BACKGROUND: With the advent of several new treatment indications for recombinant hGH, endocrinologists are being asked to make some difficult decisions regarding eligibility for treatment. The purpose of this study was to summarize prevailing attitudes about GH diagnosis and treatment among paediatric endocrinologists.

METHODS: We sent surveys to all active US members of the Lawson Wilkins Pediatric Endocrine Society (LWPES) listed in the 2004-05 directory (excluding our own group of physicians). Thirty-eight per cent of the surveys were returned and 182 met eligibility for analysis. Surveys were divided into four parts: demographic data, answers reflecting current diagnosis practices for GH deficiency and treatment with GH, attitudes and clinical practice for the idiopathic short stature (ISS) diagnosis, and four case studies. Through a series of questions, we elicited the influence towards prescribing GH of current height, growth velocity, predicted height, pubertal progression and other variables. Results were entered into a Microsoft Access database and statistical evaluation was conducted.
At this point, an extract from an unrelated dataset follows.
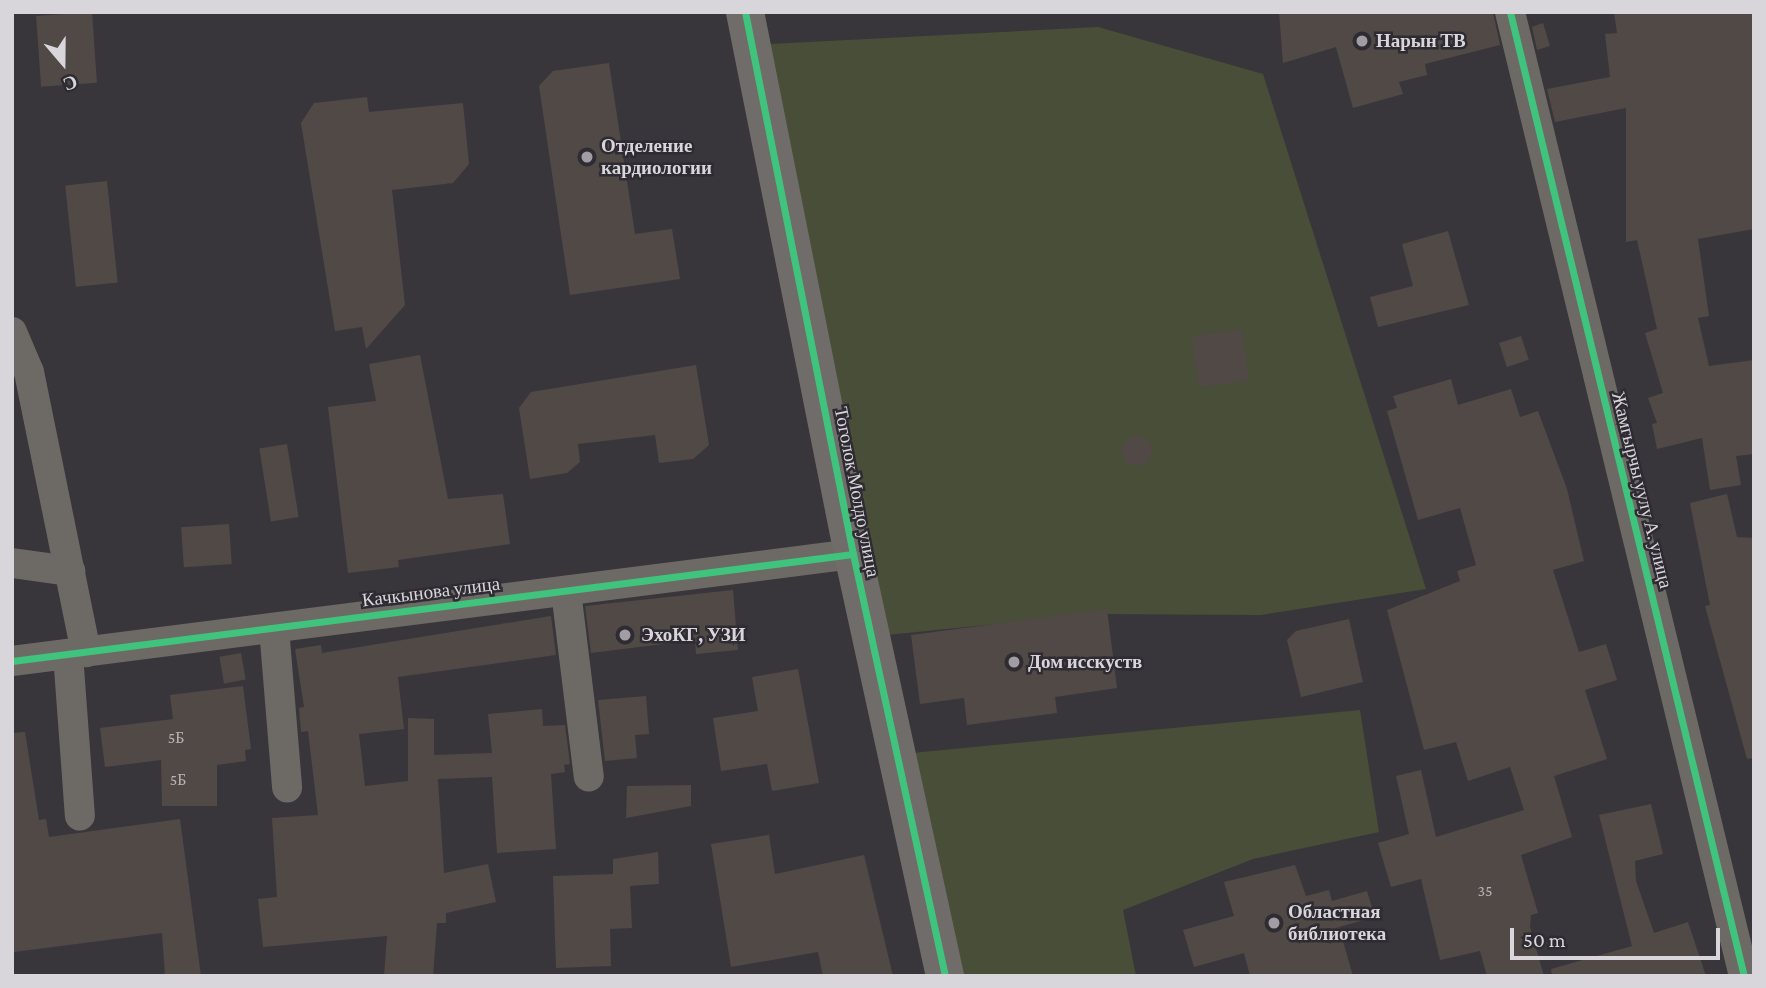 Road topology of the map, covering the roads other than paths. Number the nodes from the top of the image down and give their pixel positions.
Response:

RESULTS: Eighty-eight per cent of respondents answered 'no' to the statement that there is good consensus on who should be treated with GH and over 90% answered 'no' to the statement that secretagogue testing was the best way to determine if a child would benefit from GH. Factors listed by respondents as important for prescribing GH include: growth velocity less than the 25th percentile, target height less than the 5th percentile and pubertal stage greater than Tanner 2. Current height was also important; however, answers varied as to what height percentile indicated the need for treatment. When queried about prescribing practices for nonstraightforward cases, 62% of respondents answered that the cost of GH influenced their decision to treat, 55% responded that concerns of future unknown side-effects affected their decision and 37% noted family persistence influenced their decision. In response to queries about ISS, 82% answered that they were currently using the new indication and 69% answered that there was a need for the indication. The statement that short stature could be a disability received a 'yes' response from 78%. Answers to the four cases reflected lack of consensus, with one-third of all respondents answering that they would treat each case, one-third choosing to treat more than two of the cases and one-third treating less than two of the cases.

CONCLUSION: Endocrinologists differed in their answers about cause for treatment with GH but in general favoured use of poor growth velocity, poor target height and low IGF-1 levels as indications to treat a paediatric patient with GH.